Low urinary infection is a frequent pathology in women with good prognosis but high morbility.

Fosfomycin is a phosphoric acid derivative able to alter bacterial wall. Its activity comprises most of the uropathogenic agents with a 1% resistance in Escherichia coli, the most important uropathogen. Trometamol facilitates absorbtion of fosfomycin obtaining urinary concentration with therapeutic range lasting for three days after a 3 g dose.

Objectives: to determine the clinical/microbiological efficacy and safety of a single-3 g dose of fosfomycin trometamol (Fosfurol) in women with low non-complicated urinary infection.

Methods: a multicenter, randomized, non-comparative prospective study was undertaken. Fifty-four patients of public health centers and one private clinic presented symptoms of low urinary infection without taking antibiotics the previous 15 days. Urine was collected using reactives for abnormal elements and cultures for bactriuria. Patients with urinary infection received a single-3 g dose of fosfomycin trometamol. Strains were identified and sensitivity was studied. A clinical and microbiological follow up was done at the first and third week.

Results: germens were isolated as follow: 41 Escherichia coli, 4 Staphylococcus saprophyticus, 4 Proteus sp, 1 Enterococcus sp, 2 Klebsiella sp, 1 Streptococcus agalactiae and 1 Enterobacter sp. Only 3 strains of Staphylococcus saprophyticus and one strain of Klebsiella sp presented resistance in vitro.

Conclusions: low fosfomycin resistance in vitro altogether with high clinical-microbiological efficacy and tolerance to this antimicrobian indicate that it is a useful therapeutic in treating non-complicated urinary infections in women.

Résumé

L'infection urinaire basse est une pathologie fréquente chez les femmes, aynat une évolution favorable mais une haute morbidité.
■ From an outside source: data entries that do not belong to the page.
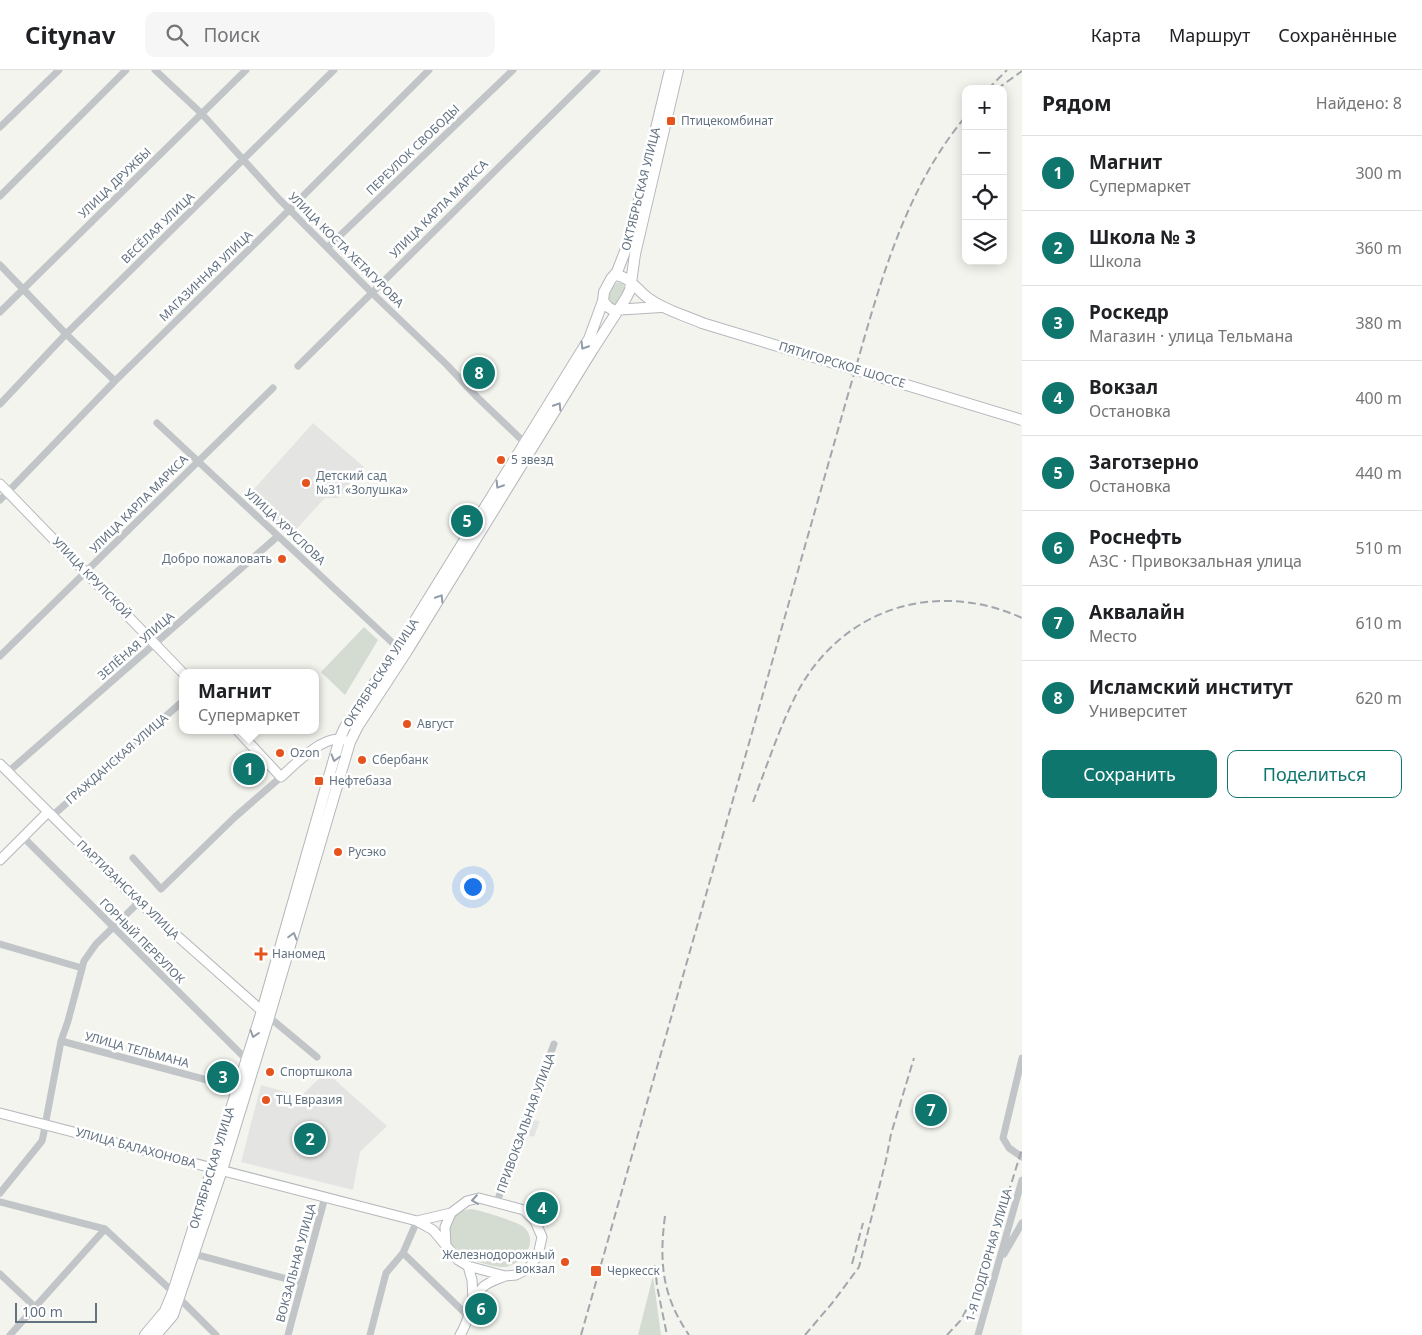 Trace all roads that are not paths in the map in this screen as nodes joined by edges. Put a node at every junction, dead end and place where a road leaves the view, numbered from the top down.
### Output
1 (59, 70) edge
2 (126, 70) edge
3 (156, 70) edge
4 (246, 70) edge
5 (334, 70) edge
6 (429, 70) edge
7 (512, 70) edge
8 (597, 70) edge
9 (678, 70) edge
10 (668, 72) edge
11 (674, 88) junction
12 (202, 114) junction
13 (0, 126) edge
14 (245, 159) junction
15 (0, 196) edge
16 (290, 210) junction
17 (328, 247) junction
18 (0, 265) edge
19 (615, 276) junction
20 (630, 282) junction
21 (23, 288) junction
22 (371, 292) junction
23 (603, 301) junction
24 (662, 307) junction
25 (619, 309) junction
26 (0, 312) edge
27 (66, 334) junction
28 (298, 366) dead end
29 (115, 381) junction
30 (273, 388) dead end
31 (0, 404) edge
32 (1022, 420) edge
33 (157, 423) dead end
34 (524, 443) junction
35 (198, 462) junction
36 (0, 484) edge
37 (8, 492) junction
38 (0, 500) edge
39 (278, 536) junction
40 (86, 572) junction
41 (156, 644) junction
42 (398, 648) junction
43 (0, 656) edge
44 (179, 669) edge
45 (179, 704) edge
46 (241, 734) edge
47 (340, 738) junction
48 (350, 742) junction
49 (0, 764) edge
50 (8, 772) junction
51 (281, 777) junction
52 (50, 814) junction
53 (23, 837) junction
54 (133, 858) dead end
55 (0, 860) edge
56 (139, 902) junction
57 (112, 928) junction
58 (0, 944) edge
59 (82, 968) junction
60 (265, 1014) junction
61 (61, 1041) junction
62 (554, 1044) dead end
63 (317, 1057) dead end
64 (1022, 1058) edge
65 (246, 1059) junction
66 (237, 1088) junction
67 (0, 1113) edge
68 (45, 1129) junction
69 (1022, 1158) edge
70 (217, 1169) junction
71 (1022, 1180) edge
72 (0, 1193) edge
73 (325, 1197) junction
74 (0, 1202) edge
75 (498, 1202) junction
76 (451, 1213) junction
77 (417, 1220) junction
78 (1022, 1223) edge
79 (106, 1229) junction
80 (446, 1247) junction
81 (403, 1253) junction
82 (194, 1254) junction
83 (468, 1266) junction
84 (998, 1266) junction
85 (0, 1274) edge
86 (505, 1276) junction
87 (302, 1282) junction
88 (176, 1295) junction
89 (473, 1302) junction
90 (36, 1307) junction
91 (468, 1316) junction
92 (10, 1335) edge
93 (145, 1335) edge
94 (156, 1335) edge
95 (216, 1335) edge
96 (288, 1335) edge
97 (370, 1335) edge
98 (460, 1335) edge
99 (978, 1335) edge

1 - 13 street
2 - 15 street
3 - 12 street, УЛИЦА КОСТА ХЕТАГУРОВА
4 - 12 street, УЛИЦА ДРУЖБЫ
5 - 14 street, ВЕСЁЛАЯ УЛИЦА
6 - 16 street, МАГАЗИННАЯ УЛИЦА
7 - 17 street, ПЕРЕУЛОК СВОБОДЫ
8 - 22 street, УЛИЦА КАРЛА МАРКСА
9 - 11 main road, ОКТЯБРЬСКАЯ УЛИЦА
10 - 11 street
10 - 19 main road, ОКТЯБРЬСКАЯ УЛИЦА
11 - 20 main road, ОКТЯБРЬСКАЯ УЛИЦА
12 - 14 street, УЛИЦА КОСТА ХЕТАГУРОВА
12 - 21 street, УЛИЦА ДРУЖБЫ
14 - 16 street, УЛИЦА КОСТА ХЕТАГУРОВА
14 - 27 street, ВЕСЁЛАЯ УЛИЦА
16 - 17 street, УЛИЦА КОСТА ХЕТАГУРОВА
16 - 29 street, МАГАЗИННАЯ УЛИЦА
17 - 22 street, УЛИЦА КОСТА ХЕТАГУРОВА
18 - 21 street
19 - 20 main road, ПЯТИГОРСКОЕ ШОССЕ
19 - 23 main road, ОКТЯБРЬСКАЯ УЛИЦА
20 - 24 main road, ПЯТИГОРСКОЕ ШОССЕ
20 - 25 main road, ОКТЯБРЬСКАЯ УЛИЦА
21 - 26 street, УЛИЦА ДРУЖБЫ
21 - 27 street
22 - 28 street, УЛИЦА КАРЛА МАРКСА
22 - 34 street, УЛИЦА КОСТА ХЕТАГУРОВА
23 - 25 main road, ПЯТИГОРСКОЕ ШОССЕ
23 -> 34 main road, ОКТЯБРЬСКАЯ УЛИЦА
24 - 25 main road, ПЯТИГОРСКОЕ ШОССЕ
24 - 32 main road, ПЯТИГОРСКОЕ ШОССЕ, bridge
48 -> 25 main road, ОКТЯБРЬСКАЯ УЛИЦА
27 - 29 street
27 - 31 street, ВЕСЁЛАЯ УЛИЦА
29 - 37 street, МАГАЗИННАЯ УЛИЦА
30 - 35 street, УЛИЦА КАРЛА МАРКСА
33 - 35 street, УЛИЦА ХРУСЛОВА
34 -> 42 main road, ОКТЯБРЬСКАЯ УЛИЦА
35 - 39 street, УЛИЦА ХРУСЛОВА
35 - 40 street, УЛИЦА КАРЛА МАРКСА
36 - 37 street, УЛИЦА КРУПСКОЙ
37 - 38 street, МАГАЗИННАЯ УЛИЦА
37 - 40 street, УЛИЦА КРУПСКОЙ
39 - 41 street, ЗЕЛЁНАЯ УЛИЦА
39 - 42 street, УЛИЦА ХРУСЛОВА
40 - 41 street, УЛИЦА КРУПСКОЙ
40 - 43 street, УЛИЦА КАРЛА МАРКСА
41 - 44 street, УЛИЦА КРУПСКОЙ
41 - 50 street, ЗЕЛЁНАЯ УЛИЦА
42 - 47 main road, ОКТЯБРЬСКАЯ УЛИЦА
45 - 52 street, ГРАЖДАНСКАЯ УЛИЦА
46 - 51 street
47 - 48 street
47 - 51 street
47 -> 60 main road, ОКТЯБРЬСКАЯ УЛИЦА
60 -> 48 main road, ОКТЯБРЬСКАЯ УЛИЦА
49 - 50 street, ПАРТИЗАНСКАЯ УЛИЦА
50 - 52 street, ПАРТИЗАНСКАЯ УЛИЦА
51 - 54 street
52 - 53 street, ГРАЖДАНСКАЯ УЛИЦА
52 - 56 street, ПАРТИЗАНСКАЯ УЛИЦА
53 - 55 street, ГРАЖДАНСКАЯ УЛИЦА
53 - 57 street, ГОРНЫЙ ПЕРЕУЛОК
56 - 57 street
56 - 60 street, ПАРТИЗАНСКАЯ УЛИЦА
57 - 59 street
57 - 65 street, ГОРНЫЙ ПЕРЕУЛОК
58 - 59 street
59 - 61 street
60 - 63 street, ПАРТИЗАНСКАЯ УЛИЦА
60 -> 65 main road, ОКТЯБРЬСКАЯ УЛИЦА
60 - 70 main road, ОКТЯБРЬСКАЯ УЛИЦА
61 - 66 street, УЛИЦА ТЕЛЬМАНА
61 - 68 street
62 - 75 street, ПРИВОКЗАЛЬНАЯ УЛИЦА
64 - 69 street
65 - 66 main road, ОКТЯБРЬСКАЯ УЛИЦА
66 - 70 main road, ОКТЯБРЬСКАЯ УЛИЦА
67 - 68 street, УЛИЦА БАЛАХОНОВА
68 - 70 street, УЛИЦА БАЛАХОНОВА
68 - 72 street
70 - 73 street, УЛИЦА БАЛАХОНОВА
70 - 82 main road, ОКТЯБРЬСКАЯ УЛИЦА
70 - 88 main road, ОКТЯБРЬСКАЯ УЛИЦА
71 - 84 street, 1-Я ПОДГОРНАЯ УЛИЦА
73 - 77 street, УЛИЦА БАЛАХОНОВА
73 - 87 street, ВОКЗАЛЬНАЯ УЛИЦА
74 - 79 street
75 -> 76 street, УЛИЦА БАЛАХОНОВА
75 - 86 street, УЛИЦА БАЛАХОНОВА
76 - 77 street, УЛИЦА БАЛАХОНОВА
76 - 80 street
77 - 80 street, УЛИЦА БАЛАХОНОВА
77 - 81 street
78 - 84 street
79 - 88 street
79 - 90 street
80 - 83 street, УЛИЦА БАЛАХОНОВА
81 - 91 street
81 - 97 street
82 - 87 street
82 - 88 main road, ОКТЯБРЬСКАЯ УЛИЦА
83 - 86 street, УЛИЦА БАЛАХОНОВА
83 - 89 street
84 - 99 street, 1-Я ПОДГОРНАЯ УЛИЦА
85 - 90 street
86 - 89 street
87 - 96 street, ВОКЗАЛЬНАЯ УЛИЦА
88 - 93 main road, ОКТЯБРЬСКАЯ УЛИЦА
88 - 94 main road, ОКТЯБРЬСКАЯ УЛИЦА
88 - 95 street
89 - 91 street
90 - 92 street
91 - 98 street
La phosphomycine est un dérivé de l'acide phosphonique qui altère la paroi bactérie. Son activité comprend la plupart des agents uropathogènes avec une résistance de 1% en Escherichia coli, l'uropathogène le plus important. Le sel de trométamol améliore l'absorption de la phosphomycine, obtenant des concentrations urinaires avec rang thérapeutique pendant trois jours après une dose de 3 g.

Buts: connaître l'efficacité clinique-microbiologique et la sécurité d'une monodose de phsphomycine/trométamol (Phosphurol) de 3 g ches des femmes avec infection urinaire basse pas compliquée.

Matériaux et méthode: on a réalisé une étude prospec-tive multicentrique et pas comparative. On a étudié 54 patientes qui sont allées aux polycliniques d'Assistance Primaire de la Santé Publique et d'un centre privé d'assistance, avec des symptômes d'infection urinaire basse sans avoir reçu d'antibiotiques pendant les 15 jours précédents. On a collecté l'urine pour l'évaluation au moyen de bande réactive d'éléments anormaux et la culture pour bactériurie quantitative. Aux patientes avec infection urinaire on a donné une monodose de phosphomycine trométamol de 3g. Les cèpes isolées ont été identifiées et on a étudié leur sensibilité face à cet antimicrobien. On a fait une suite clinique et microbiologique pendant la semaine 1 et 3 après la première consultation.

Résultats: on a isolé les germes suivants: 41 Escherichia coli, 4 Staphylococcus saprophyticus, 4 Proteus sp, 1 Enterococcus sp, 2 Klebsiella sp, 1 Streptococcus agalactiae et 1 Enterobacter sp. Seulement 3 cèpes de Staphylococcus saprophyticus et une cèpe de Klebsiella sp ont présenté résistance in vitro. À la visite 2 on a trouvé 50 éradications, 4 persistences microbiologi-ques, 49 guérisons cliniques et 4 failles. À la visite 3 on a trouvé 49 éradications, 1 récidive, 49 guérisons et 1 rechute. Aucune patiente n'a présenté candidose après le traitement ni des effets secondaires significatifs.

Conclusions: la basse résistance in vitro à la phospho-mycine des germes urinaires étudiés et l'efficacité clinique-microbiologique et la tolérance à cet antimicrobien, le signalent comme une thérapeutique utile dans le traitement des infections urinaires pas compliquées chez les femmes.